Olivier Bertrand : Il y a un espace dédié à l'électronique (avec du matériel de laboratoire à alimentations stabilisées, des microscopes stéréoscopiques pour inspcter les cartes, oscilloscopes, stations de soudage...), une partie textile qui marche bien auprès des seniors. Cela nous permet justement de les faire venir au fablab, alors qu'ils n'osent pas forcément car l'électronique leur fait peur... Et bien sûr la partie atelier, où le travail du bois domine, même si nous commençons à être bien équipés pour faire différents types de soudure. Nous avons une cabine de sablage, des tours à bois, des raboteuses-dégauchisseuses (mais là il faut que les utilisateurs aient un permis ou de l'expérience, une formation technique). 

Planet.fr : Toutes ces machines sont très coûteuses...

Olivier Bertrand : Oui mais nous faisons des tarifs différents pour les particuliers (car des artisans utilisent aussi nos machines). On veut, même si nous avons l'ambition de nous professionnaliser, que l'endroit reste "un lab", un point d'accueil pour les particuliers. Pour de l'ébénisterie, on va par exemple facturer 20 euros de l'heure au lieu de 40 euros.

Planet.fr : Le bois, ça parle aux seniors non ?

Olivier Bertrand : Oui, une grosse moitié des gens qui viennent pour l'ébénisterie et la menuiserie sont des seniors. Ils "retapent" des meubles, refont des volets, des tables, pour lsquelles ils font des rallonges... Ils profitent de notre matériel. Ce sont des gens dynamiques, qui ont la "bougeotte", sont actifs dans la vie associative.

Des seniors à la recherche de matériel et d'attention

Planet.fr : Ils sont "fidèles" au fablab ?

Olivier Bertrand : Oui ils viennent assez régulièrement. Après, on a aussi des gens qui viennent une fois et on ne les revoit plus. On a même des adhérents qui ne passent jamais au fablab ! 
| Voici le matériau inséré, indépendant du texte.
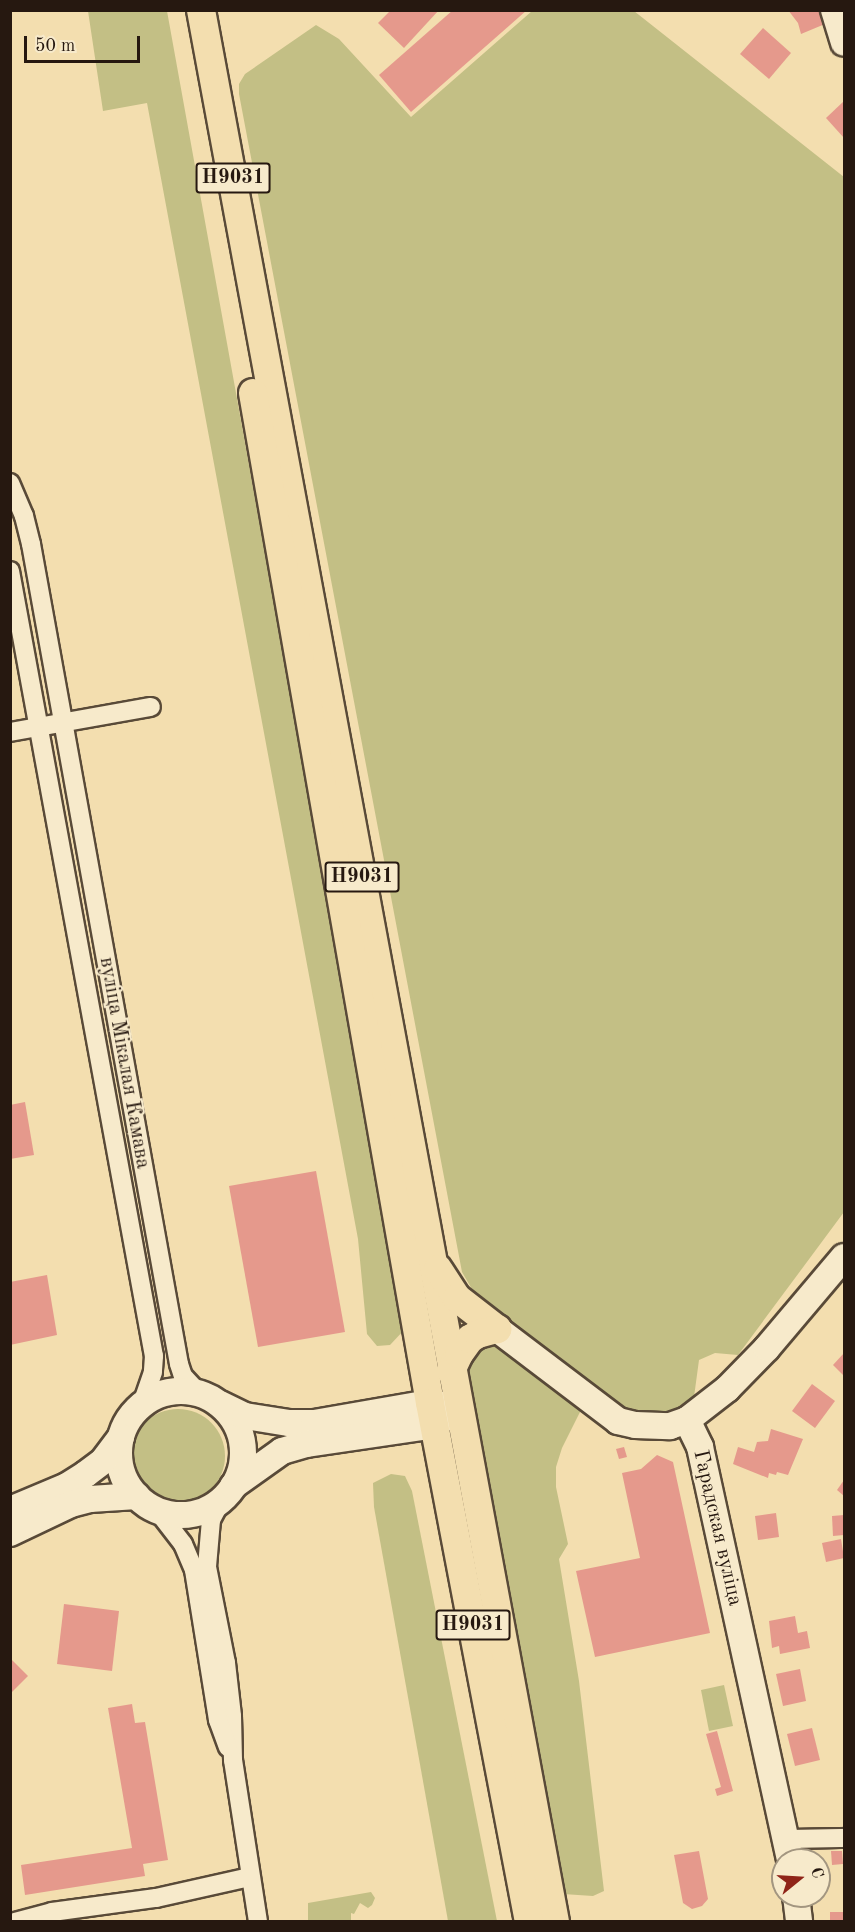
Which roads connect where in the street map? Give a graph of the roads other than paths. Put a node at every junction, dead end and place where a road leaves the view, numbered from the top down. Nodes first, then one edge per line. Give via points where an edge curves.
1 (182, 10) edge
2 (201, 10) edge
3 (834, 10) edge
4 (844, 42) edge
5 (10, 483) edge
6 (10, 571) edge
7 (151, 707) dead end
8 (64, 723) junction
9 (40, 726) junction
10 (10, 732) edge
11 (432, 1257) junction
12 (844, 1257) edge
13 (496, 1329) junction
14 (451, 1371) junction
15 (210, 1399) junction
16 (141, 1406) junction
17 (441, 1412) junction
18 (687, 1420) junction
19 (121, 1437) junction
20 (227, 1494) junction
21 (146, 1503) junction
22 (10, 1510) edge
23 (10, 1533) edge
24 (233, 1760) junction
25 (844, 1838) edge
26 (788, 1848) edge
27 (793, 1848) edge
28 (250, 1877) junction
29 (15, 1922) edge
30 (258, 1922) edge
31 (529, 1922) edge
32 (555, 1922) edge

1 - 17 main road, Н9031
2 - 11 main road, Н9031
3 - 4 main road
5 - 8 street, вуліца Мікалая Камава via 31,544
6 - 9 street, вуліца Мікалая Камава
7 - 8 street
8 - 9 street
8 - 15 street, вуліца Мікалая Камава via 179,1364 183,1376
9 - 10 street
9 - 16 street, вуліца Мікалая Камава via 154,1356 153,1372
11 - 13 main road via 457,1298
11 - 14 main road, Н9031
12 - 18 main road via 748,1368
13 - 14 main road via 470,1339
13 - 18 main road via 618,1421 654,1427
14 - 17 main road, Н9031
15 - 16 main road via 184,1391 168,1392
15 - 17 main road via 245,1416 289,1423
15 - 20 main road via 232,1418 242,1440 242,1464
16 - 19 main road via 129,1419
17 - 20 main road via 282,1451
17 - 31 main road, Н9031
17 - 32 main road, Н9031
18 - 26 main road, Гарадская вуліца via 700,1447
19 - 21 main road via 121,1467
19 - 22 main road via 103,1461 86,1474
20 - 21 main road via 202,1511 187,1515
20 - 24 street via 211,1520 207,1560 227,1673
21 - 23 main road via 90,1499
21 - 24 street via 183,1544 194,1570 218,1720
24 - 28 street
25 - 27 street
28 - 29 street
28 - 30 street

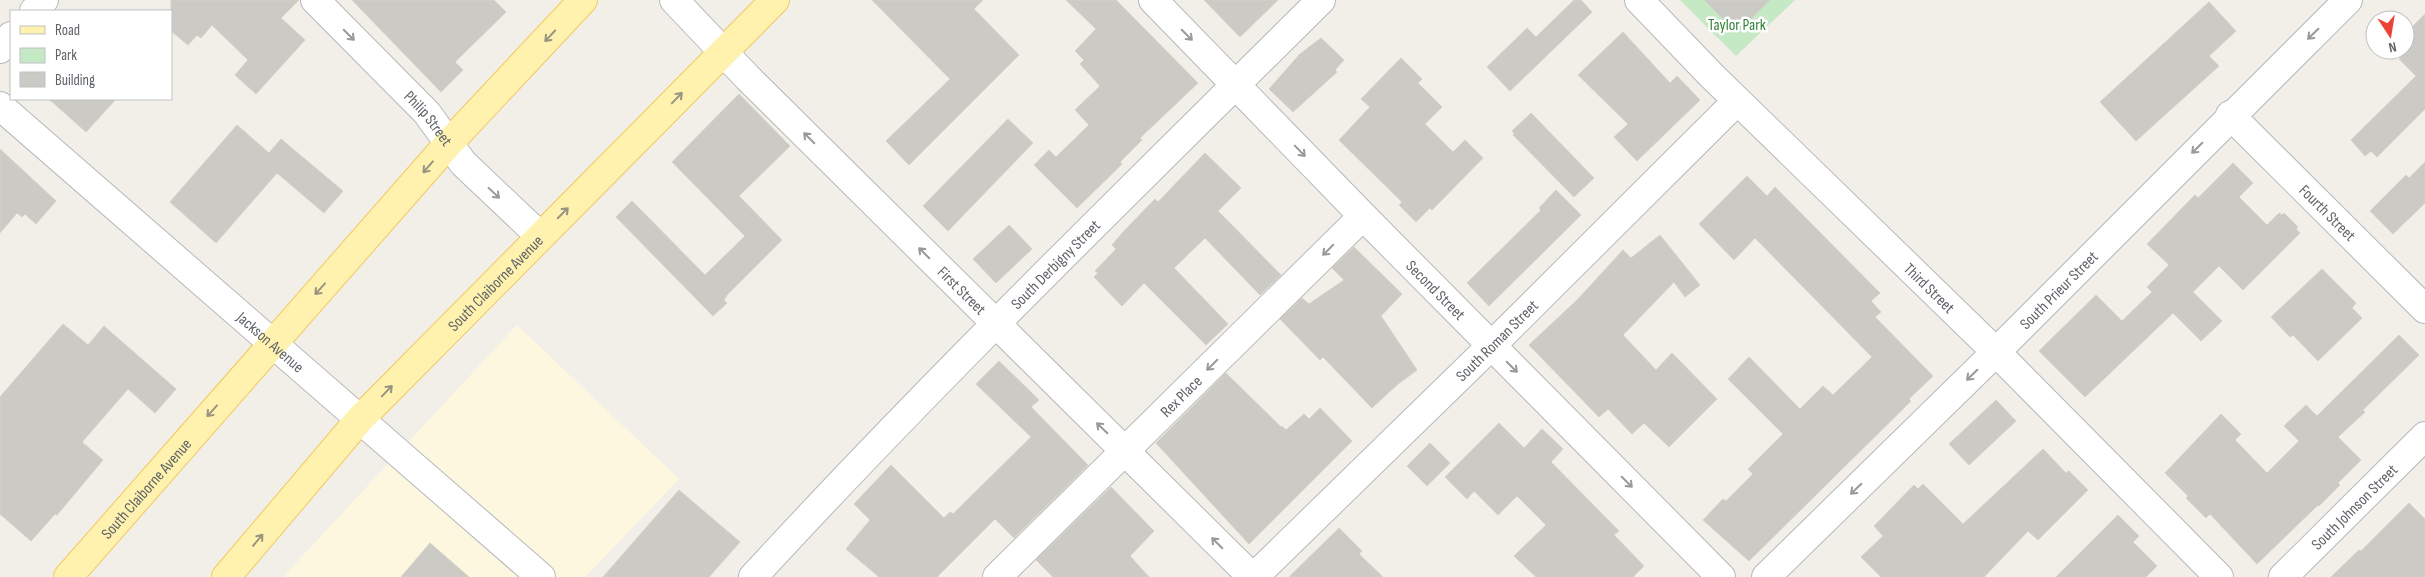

Planet.fr : Et sont-ils autonomes ou ont besoin d'assistance ?

Olivier Bertrand : Ils ont besoin d'assistance de temps en temps. Ils sont moins autonomes et ont besoin d'attention. On a un adhérent par exemple qui est plus souvent passé boire des cafés avec nous que travailler sur ses projets. Mais c'est le côté convivial qui va avec le lieu. Parfois, on est pris ailleurs, on essaye quand même d'aller jeter un coup d'oeil quand ils sont sur les machines.